- **WORK TO COMPLETE**: Lines from the records below that contain the word "Include" are to be copied out.

- **Stored items**:
———

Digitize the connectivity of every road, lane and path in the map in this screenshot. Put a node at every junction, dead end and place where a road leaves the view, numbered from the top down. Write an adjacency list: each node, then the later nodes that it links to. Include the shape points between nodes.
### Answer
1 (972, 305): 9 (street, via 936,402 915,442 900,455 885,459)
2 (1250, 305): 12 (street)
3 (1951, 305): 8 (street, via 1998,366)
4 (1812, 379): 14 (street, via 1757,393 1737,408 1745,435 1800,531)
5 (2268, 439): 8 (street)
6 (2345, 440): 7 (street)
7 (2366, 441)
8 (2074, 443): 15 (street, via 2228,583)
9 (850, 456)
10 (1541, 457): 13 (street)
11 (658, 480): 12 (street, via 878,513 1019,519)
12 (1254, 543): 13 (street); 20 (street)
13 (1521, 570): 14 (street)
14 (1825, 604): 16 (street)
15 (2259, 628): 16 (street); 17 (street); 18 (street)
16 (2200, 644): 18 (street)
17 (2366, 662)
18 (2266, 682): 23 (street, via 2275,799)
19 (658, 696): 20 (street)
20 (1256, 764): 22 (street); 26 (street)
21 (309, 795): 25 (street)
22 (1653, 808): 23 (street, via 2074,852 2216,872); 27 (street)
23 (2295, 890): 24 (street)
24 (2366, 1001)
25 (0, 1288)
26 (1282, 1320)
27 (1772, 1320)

———

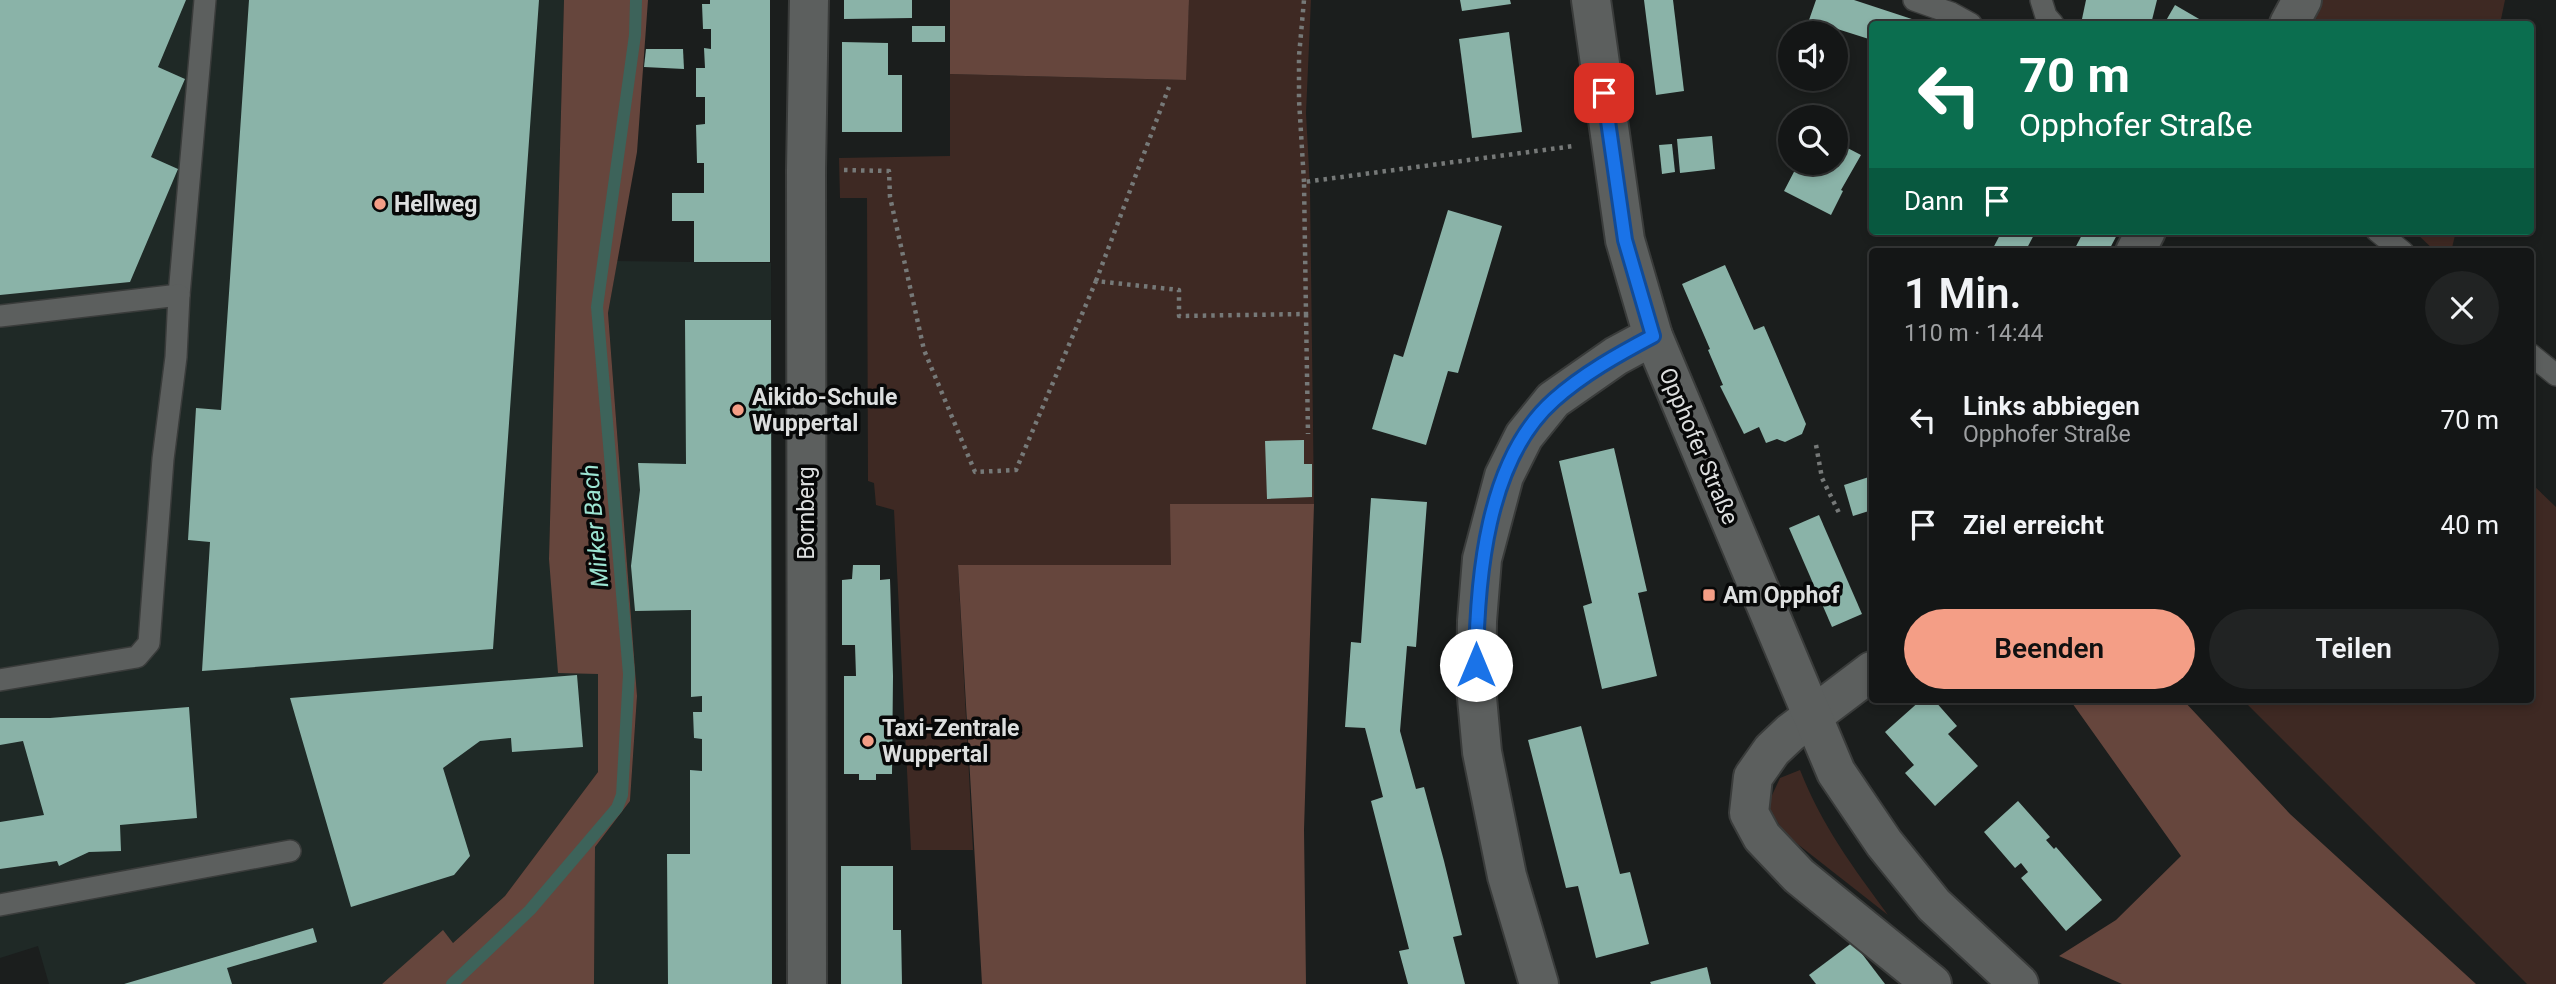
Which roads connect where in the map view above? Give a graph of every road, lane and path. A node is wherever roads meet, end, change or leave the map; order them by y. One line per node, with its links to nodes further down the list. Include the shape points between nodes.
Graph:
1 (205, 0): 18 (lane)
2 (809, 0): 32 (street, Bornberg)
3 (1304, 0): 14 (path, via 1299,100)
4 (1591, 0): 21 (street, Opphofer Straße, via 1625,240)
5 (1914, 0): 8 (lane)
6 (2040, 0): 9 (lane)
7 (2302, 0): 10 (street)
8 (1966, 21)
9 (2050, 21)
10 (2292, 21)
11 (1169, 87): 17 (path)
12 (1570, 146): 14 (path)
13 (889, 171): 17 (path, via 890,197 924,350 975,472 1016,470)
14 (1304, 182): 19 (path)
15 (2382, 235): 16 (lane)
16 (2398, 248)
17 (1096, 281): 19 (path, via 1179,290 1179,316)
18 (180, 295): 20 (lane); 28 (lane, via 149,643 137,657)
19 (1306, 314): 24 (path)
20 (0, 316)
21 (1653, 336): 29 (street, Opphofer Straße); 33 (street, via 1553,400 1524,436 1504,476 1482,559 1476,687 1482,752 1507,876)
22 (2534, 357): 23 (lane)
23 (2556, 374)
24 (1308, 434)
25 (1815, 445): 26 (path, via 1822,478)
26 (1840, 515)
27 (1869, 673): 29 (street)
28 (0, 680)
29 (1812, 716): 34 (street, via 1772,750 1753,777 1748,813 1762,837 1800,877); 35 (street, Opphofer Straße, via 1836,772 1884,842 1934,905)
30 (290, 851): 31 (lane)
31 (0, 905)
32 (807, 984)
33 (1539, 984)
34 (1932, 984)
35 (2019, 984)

———

- **WRITTEN SOLUTION**:
Digitize the connectivity of every road, lane and path in the map in this screenshot. Put a node at every junction, dead end and place where a road leaves the view, numbered from the top down. Write an adjacency list: each node, then the later nodes that it links to. Include the shape points between nodes.
Which roads connect where in the map view above? Give a graph of every road, lane and path. A node is wherever roads meet, end, change or leave the map; order them by y. One line per node, with its links to nodes further down the list. Include the shape points between nodes.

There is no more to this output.